La lectura, el acto de leer, es uno de esos temas que han ido mistificándose a través de las generaciones. Los preconizadores de su importancia, han creado un aura sacra alrededor del verbo en cuestión, lo han convertido en imperativo, en una suerte de pharmakon en contra de la ignorancia y el atraso social, del racismo, de la injusticia y de todo lo que al final de cuentas es un rasgo humano de polaridad.
Pero en este gesto apologético se ha perdido el valor esencial de algo que no está hecho para ser adorado, sino para ser transgredido con el rótulo mendaz de la experiencia y de la reflexión, contaminado con la voz de quien descubre en lo escrito algo sin sustancia y que sólo la adquiere al ser despojado de su forma concreta y estática.
Leer es algo diferente a tantas otras actividades del genero humano, ya señalaba Borges que los libros son una extensión de la imaginación y de la memoria, procesos que forman la identidad y que permiten construir la cultura y con ello la civilización. Pero en esta misma tarea no siempre el acto conlleva la esencia del mismo acto, es decir, leer no es igual a comprender lo leído, esto se observa demasiadas veces en los sistemas educativos, en donde los textos se vuelven simples trámites para ascender de grado, se objetivan los discursos y se convierten en letra muerta que nadie vivifica pues cumplen un fin meramente técnico, su meta yace fuera de sí mismos.

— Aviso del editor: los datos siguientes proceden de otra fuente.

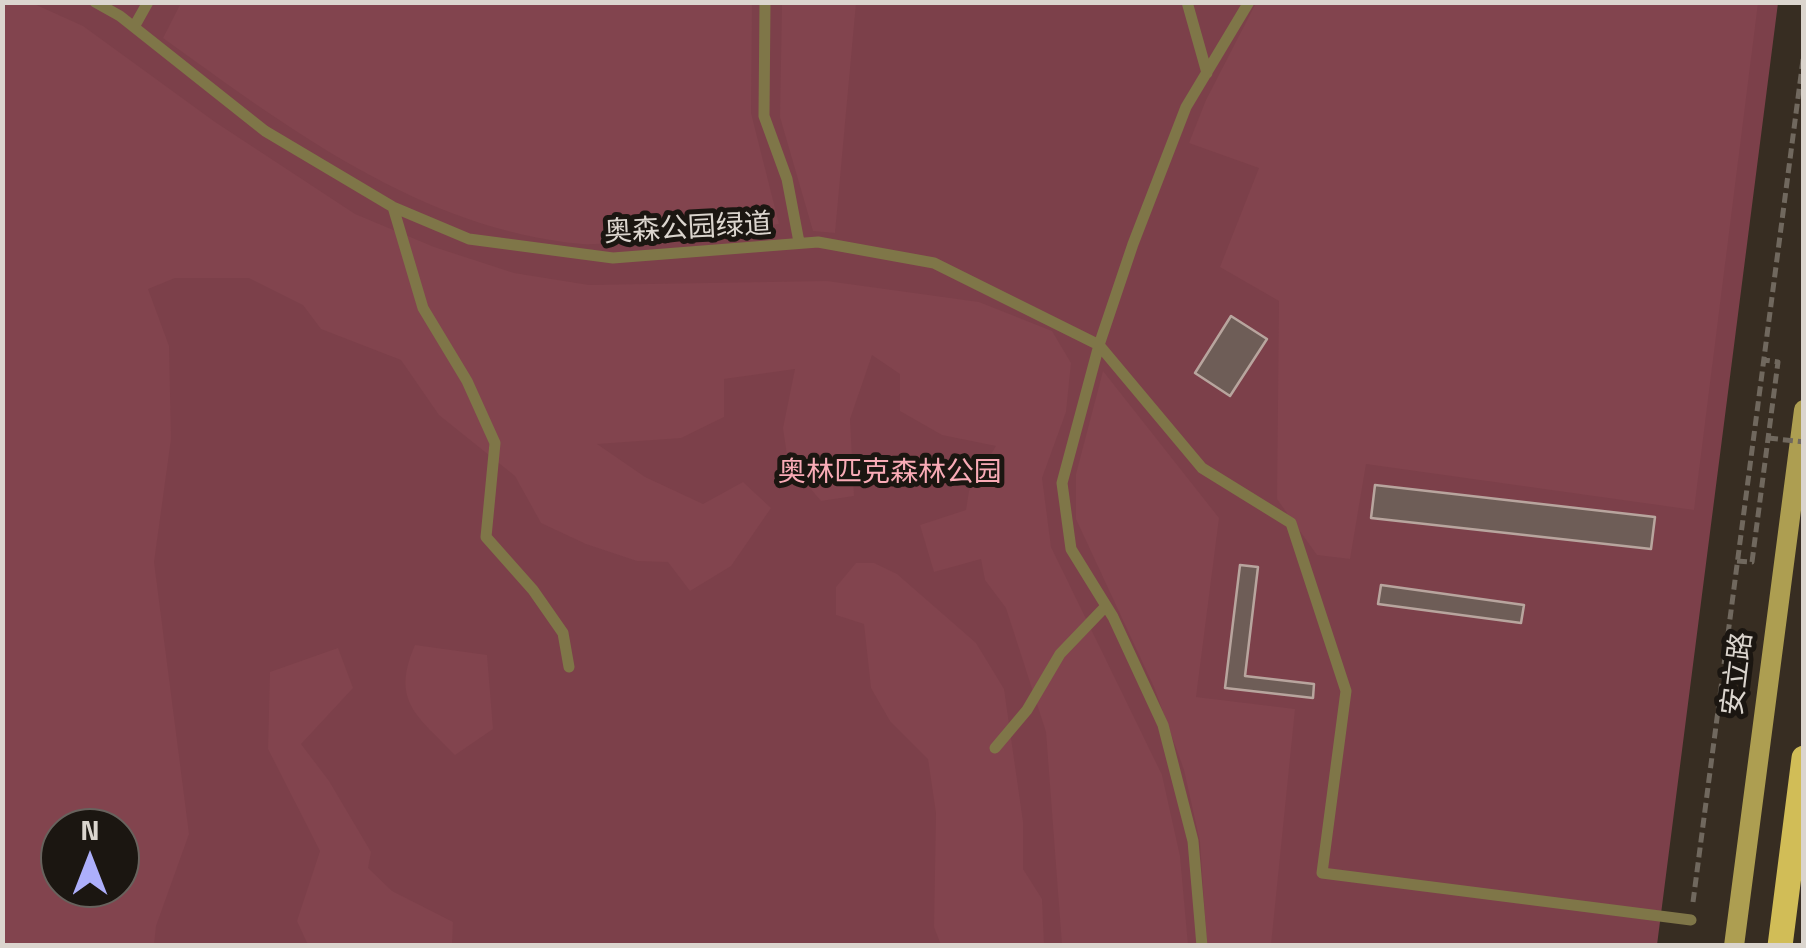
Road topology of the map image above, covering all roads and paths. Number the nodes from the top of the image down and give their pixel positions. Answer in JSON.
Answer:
{"nodes":[{"id":1,"x":95,"y":2,"type":"edge"},
{"id":2,"x":148,"y":2,"type":"edge"},
{"id":3,"x":765,"y":2,"type":"edge"},
{"id":4,"x":1187,"y":2,"type":"edge"},
{"id":5,"x":1249,"y":2,"type":"edge"},
{"id":6,"x":134,"y":27,"type":"junction"},
{"id":7,"x":1804,"y":52,"type":"edge"},
{"id":8,"x":1207,"y":73,"type":"junction"},
{"id":9,"x":393,"y":207,"type":"junction"},
{"id":10,"x":799,"y":242,"type":"junction"},
{"id":11,"x":1099,"y":345,"type":"junction"},
{"id":12,"x":1764,"y":360,"type":"junction"},
{"id":13,"x":1804,"y":410,"type":"edge"},
{"id":14,"x":1768,"y":438,"type":"junction"},
{"id":15,"x":1804,"y":442,"type":"edge"},
{"id":16,"x":1737,"y":561,"type":"junction"},
{"id":17,"x":1106,"y":606,"type":"junction"},
{"id":18,"x":569,"y":667,"type":"dead end"},
{"id":19,"x":995,"y":748,"type":"dead end"},
{"id":20,"x":1804,"y":758,"type":"edge"},
{"id":21,"x":1691,"y":920,"type":"joint"},
{"id":22,"x":1202,"y":946,"type":"edge"},
{"id":23,"x":1734,"y":946,"type":"edge"},
{"id":24,"x":1780,"y":946,"type":"edge"}],
"edges":[{"from":1,"to":6,"type":"lane"},
{"from":2,"to":6,"type":"lane"},
{"from":3,"to":10,"type":"lane"},
{"from":4,"to":8,"type":"lane"},
{"from":5,"to":8,"type":"lane"},
{"from":6,"to":9,"type":"lane"},
{"from":7,"to":12,"type":"path"},
{"from":8,"to":11,"type":"lane"},
{"from":9,"to":10,"type":"lane"},
{"from":9,"to":18,"type":"lane"},
{"from":10,"to":11,"type":"lane"},
{"from":11,"to":17,"type":"lane"},
{"from":11,"to":21,"type":"lane"},
{"from":12,"to":14,"type":"path"},
{"from":12,"to":16,"type":"path"},
{"from":13,"to":23,"type":"street","name":"安立路"},
{"from":14,"to":15,"type":"path","bridge":true},
{"from":14,"to":16,"type":"path"},
{"from":16,"to":21,"type":"path"},
{"from":17,"to":19,"type":"lane"},
{"from":17,"to":22,"type":"lane"},
{"from":20,"to":24,"type":"main road"}]}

Por sí misma, la lectura no es una actividad noble, ni mejora en algún sentido al que la practica, al contrario, como toda labor pasiva multiplica la miseria de quien la ejerce. Se tiene la creencia equivocada de que leer es benéfico para el espíritu y que hacerlo en demasía es proporcionalmente provechoso para las personas, pero tal quehacer es un espejo roto del sujeto lector que, la mayoría de las veces, sirve para justificar socialmente sus vicios.
Decía Cioran: “Cuando leo, tengo la impresión de «hacer» algo, de justificarme ante la sociedad, de tener un empleo, de escapar a la vergüenza de ser un ocioso… un hombre inútil e inutilizable.” Es en esta tensión donde la lectura tiene su nicho, entre la utilidad y lo inútil. Los preconizadores de la lectura exaltan el acto como si fuera en sí mismo importante, pero leer puede servir para muchos fines, como un espectáculo, por ejemplo, como la implantación de un ethos inadvertido o como un síntoma neurótico.
De tal manera, se puede notar que en leer no es importante, por más que esto incomode a los discursos propagandísticos del beneficio de la lectura, pues la misma se constituye como una ocupación vacua que quizás puede ser aprovechada para los fines que se propone siempre y cuando se cumpla un solo requisito: que quien lea no sea el individuo, sino que sea el alma quien se lee a sí misma a través del sujeto.
Leer es tan banal como cualquier otro oficio, si el lector permanece indemne después de hacerlo y como cualquier otra vía de conocimiento no es una senda que todos puedan recorrer. Por eso las estrategias de fomento y animación a la lectura, que se presentan como una panacea en el ámbito educativo, están destinadas a fracasar, ya que generalizan un destino que, realmente, elige a su portador y que lo sacrifica a tal rito. El acto numinoso de leer subvierte las normas de la moral educativa.
Por lo tanto la lectura es una pérdida de tiempo si ésta no destruye a su lector, si no lo obliga a confrontarse con la parte oscura de su existencia y éste no es sacrificado en la búsqueda de la comprensión. Pues el entendimiento de un texto no ocurre en la persona que lee, sino en el daimon que se escucha a través de esa lectura y es él quien guarda las palabras en la oscuridad de su corazón. Lo importante no es el solo el afán atender una narrativa, sino que sea el Otro quien preste atención a través de la propia lectura.
La vacuidad del hecho, sin embargo, no lo demerita, sino al contrario permite que sea su propia necesidad la que se imponga, como una hoja de papel de la que puede surgir el universo entero. Es entonces que es posible entender al individuo como un texto, al sujeto como el lector de sí y a la lectura como la continua relación del logos del alma consigo misma. En este tenor, lo importante no es cuanto se lea, ni a que autores o sobre que temas, sino que al leer el hombre se permita ser leído por el texto.
Desde la posición de una lectura del alma, leer cientos de libros o unos cuantos no es importante, porque el libro, y su contenido, no es sino un objeto en el que la misma alma cobra vida, siempre y cuando quien lea sea el animus que se cierna sobre la desgarradura, lo cual es fructífero únicamente si el pensamiento latente en la obra es capaz de ponerse frente a sí y estar a la altura de su dialéctica interna, todo esto a pesar del lector mismo.